Task statement -
Where an entry contains a picture, omit the picture and repeat the rest exactly.

Body or hand keypoint data -

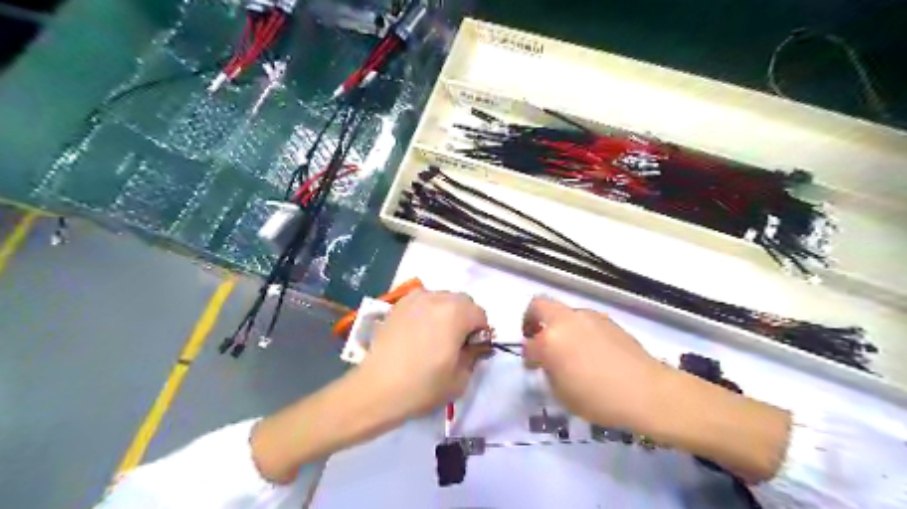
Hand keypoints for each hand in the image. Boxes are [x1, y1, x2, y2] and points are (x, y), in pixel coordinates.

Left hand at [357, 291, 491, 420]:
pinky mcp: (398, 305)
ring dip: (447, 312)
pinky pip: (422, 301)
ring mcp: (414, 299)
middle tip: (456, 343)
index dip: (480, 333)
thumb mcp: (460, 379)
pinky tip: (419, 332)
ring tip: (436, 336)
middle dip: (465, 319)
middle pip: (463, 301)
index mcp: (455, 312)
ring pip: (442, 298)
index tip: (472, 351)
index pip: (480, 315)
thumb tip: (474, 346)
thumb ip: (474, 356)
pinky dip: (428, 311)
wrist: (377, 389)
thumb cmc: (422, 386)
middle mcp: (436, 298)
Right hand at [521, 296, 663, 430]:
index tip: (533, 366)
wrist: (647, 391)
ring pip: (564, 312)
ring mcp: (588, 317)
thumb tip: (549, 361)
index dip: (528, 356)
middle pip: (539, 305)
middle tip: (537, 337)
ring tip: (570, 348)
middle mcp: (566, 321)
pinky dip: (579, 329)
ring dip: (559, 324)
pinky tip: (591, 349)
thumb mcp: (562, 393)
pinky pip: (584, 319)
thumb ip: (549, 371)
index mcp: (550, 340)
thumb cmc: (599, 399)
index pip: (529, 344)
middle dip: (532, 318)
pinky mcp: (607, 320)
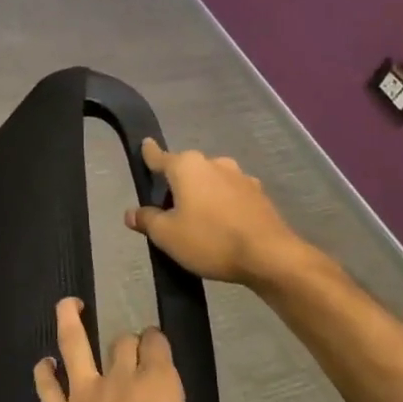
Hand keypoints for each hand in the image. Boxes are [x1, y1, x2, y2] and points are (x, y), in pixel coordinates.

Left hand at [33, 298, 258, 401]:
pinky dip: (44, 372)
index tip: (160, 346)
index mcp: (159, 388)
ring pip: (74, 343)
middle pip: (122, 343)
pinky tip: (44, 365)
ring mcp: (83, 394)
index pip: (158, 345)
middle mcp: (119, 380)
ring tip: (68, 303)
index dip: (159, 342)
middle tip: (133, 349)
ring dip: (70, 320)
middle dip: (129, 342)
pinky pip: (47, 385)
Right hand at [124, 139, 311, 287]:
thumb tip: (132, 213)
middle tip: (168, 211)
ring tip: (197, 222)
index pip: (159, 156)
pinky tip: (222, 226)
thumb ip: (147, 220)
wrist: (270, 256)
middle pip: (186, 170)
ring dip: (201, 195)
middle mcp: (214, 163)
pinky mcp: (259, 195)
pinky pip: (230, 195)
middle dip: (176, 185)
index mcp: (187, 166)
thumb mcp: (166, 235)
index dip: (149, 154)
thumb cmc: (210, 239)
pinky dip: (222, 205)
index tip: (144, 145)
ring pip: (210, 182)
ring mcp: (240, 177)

Exercise result -
Hand keypoints for each hand in the image. Boxes are [x1, y1, x2, y2] and points are (x, y), in pixel coordinates.

Left hand at [357, 291, 491, 420]:
pinky mcp: (398, 305)
ring dip: (447, 312)
pinky pip: (422, 301)
ring mcp: (414, 299)
middle tip: (456, 343)
index dip: (480, 333)
thumb mcp: (460, 379)
pinky tip: (419, 332)
ring tip: (436, 336)
middle dip: (465, 319)
middle pip: (463, 301)
index mcp: (455, 312)
ring pip: (442, 298)
index tip: (472, 351)
index pip: (480, 315)
thumb tip: (474, 346)
thumb ip: (474, 356)
pinky dip: (428, 311)
wrist: (377, 389)
thumb cmc: (422, 386)
middle mcp: (436, 298)
Right hand at [521, 296, 663, 430]:
index tip: (533, 366)
wrist: (647, 391)
ring pip: (564, 312)
ring mcp: (588, 317)
thumb tip: (549, 361)
index dip: (528, 356)
middle pip: (539, 305)
middle tip: (537, 337)
ring tip: (570, 348)
middle mcp: (566, 321)
pinky dip: (579, 329)
ring dip: (559, 324)
pinky tip: (591, 349)
thumb mcp: (562, 393)
pinky pip: (584, 319)
thumb ip: (549, 371)
index mcp: (550, 340)
thumb cmc: (599, 399)
index pip: (529, 344)
middle dip: (532, 318)
pinky mcp: (607, 320)
Hand keypoints for each hand in the image. Boxes are [x1, y1, x2, y2] and points are (x, y), in pixel coordinates.

Left hand at [33, 298, 258, 401]:
pinky dip: (44, 372)
index tip: (160, 346)
index mcp: (159, 388)
ring pip: (74, 343)
middle pip: (122, 343)
pinky tip: (44, 365)
ring mcp: (83, 394)
index pip: (158, 345)
middle mcp: (119, 380)
ring tip: (68, 303)
index dip: (159, 342)
middle tip: (133, 349)
ring dip: (70, 320)
middle dip: (129, 342)
pinky pip: (47, 385)
Right hand at [124, 139, 311, 287]:
thumb tip: (132, 213)
middle tip: (168, 211)
ring tip: (197, 222)
index pip: (159, 156)
pinky tip: (222, 226)
thumb ip: (147, 220)
wrist: (270, 256)
middle pip: (186, 170)
ring dip: (201, 195)
middle mcp: (214, 163)
pinky mcp: (259, 195)
pinky pip: (230, 195)
middle dip: (176, 185)
index mcp: (187, 166)
thumb mcp: (166, 235)
index dip: (149, 154)
thumb cmc: (210, 239)
pinky dip: (222, 205)
index tip: (144, 145)
ring pip: (210, 182)
ring mcp: (240, 177)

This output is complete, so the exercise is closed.